Posted by Brian Kiley on Oct 21, 2015 4:00:48 PM

Winter is on the horizon. As predictable as the cold weather is, so is the increase in the number slip and fall claims. According to the National Insurance Crime Bureau (NICB), Illinois was among the top five states generating the most questionable slip and fall claims from 2010-2011 with an overall increase of 12%. 

The single-most important thing insureds can do to mitigate the claim payments on these questionable claims is to quickly and thoroughly document the facts after the loss has occurred. The insured is in the best position to do this, including properly documenting where the fall occurred, what the claimant slipped on, the condition of the scene, and the names of anyone who witnessed the incident.

Versions of events change quickly, and it sometimes takes days, weeks, or even months before the claim is presented to the insurance company. Accurate documentation of just a few key items can make the difference between a claim that’s denied based on liability versus one that’s difficult and costly to defend. These steps for documenting a claim can prove very helpful:

  1. Surveillance video of the incident. Many times a fall or event is captured on video surveillance.

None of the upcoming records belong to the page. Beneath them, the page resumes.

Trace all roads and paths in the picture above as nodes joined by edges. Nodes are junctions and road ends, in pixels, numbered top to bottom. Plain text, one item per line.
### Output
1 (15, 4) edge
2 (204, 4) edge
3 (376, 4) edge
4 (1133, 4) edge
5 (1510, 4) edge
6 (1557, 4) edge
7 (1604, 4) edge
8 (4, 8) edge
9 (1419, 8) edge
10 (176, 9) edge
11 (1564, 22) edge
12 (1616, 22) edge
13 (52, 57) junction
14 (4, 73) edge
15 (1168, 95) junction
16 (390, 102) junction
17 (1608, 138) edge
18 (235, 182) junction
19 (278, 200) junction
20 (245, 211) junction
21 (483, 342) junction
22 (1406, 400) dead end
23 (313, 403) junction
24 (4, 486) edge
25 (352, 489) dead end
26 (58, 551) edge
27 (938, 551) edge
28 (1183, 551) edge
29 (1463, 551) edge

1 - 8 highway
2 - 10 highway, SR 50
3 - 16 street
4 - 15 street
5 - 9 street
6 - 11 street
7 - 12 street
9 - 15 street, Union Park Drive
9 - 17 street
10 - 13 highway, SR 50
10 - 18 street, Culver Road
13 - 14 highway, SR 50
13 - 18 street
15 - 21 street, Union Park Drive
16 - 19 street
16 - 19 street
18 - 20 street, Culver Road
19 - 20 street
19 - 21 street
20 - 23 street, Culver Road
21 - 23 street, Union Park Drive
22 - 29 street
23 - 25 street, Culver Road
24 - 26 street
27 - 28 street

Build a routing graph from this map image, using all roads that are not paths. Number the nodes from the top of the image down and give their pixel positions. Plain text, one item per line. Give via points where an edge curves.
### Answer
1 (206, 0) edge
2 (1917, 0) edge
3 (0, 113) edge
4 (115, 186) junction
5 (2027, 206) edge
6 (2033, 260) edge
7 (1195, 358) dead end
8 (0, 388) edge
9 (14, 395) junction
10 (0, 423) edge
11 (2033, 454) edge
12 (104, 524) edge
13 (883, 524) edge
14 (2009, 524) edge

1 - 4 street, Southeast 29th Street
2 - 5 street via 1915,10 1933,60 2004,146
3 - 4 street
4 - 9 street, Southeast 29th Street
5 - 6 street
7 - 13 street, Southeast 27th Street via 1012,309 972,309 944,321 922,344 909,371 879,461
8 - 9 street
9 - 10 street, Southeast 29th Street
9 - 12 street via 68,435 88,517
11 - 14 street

Unfortunately, many times the video tape is lost or not saved because the insured did not think a claim would be presented. Saving the video with a few minutes of footage before, during, and after the incident occurred often provides a clear and accurate depiction of what really happened.
  2. Scene photos. Documentation of the surface on which the claimant allegedly slipped and fell takes only a few moments. Almost everyone carries a cell phone with a camera on it. Snapping a few pictures of the surface and condition of the area as soon as an incident occurs secures this information to aid in the adjuster's investigation. The adjuster can really never recreate the surface as it was at the time of the event so this information can prove invaluable in the defense. 
  3. Incident reports. When auto accidents occur, the police respond to the scene and obtain detailed information about what happened from involved parties and witnesses. In slip and fall cases, we typically don’t have the benefit of a formal investigation. Unfortunately, versions of events quickly change and often conflict with each other. Having the claimant and any witnesses write a brief description of what occurred secures critical information to aid the investigation. It’s recommended the insured have a formal incident report available for on-duty employees to complete if there’s such a loss.

Claim documentation can be very beneficial to keeping questionable claims in check and mitigating loss exposure.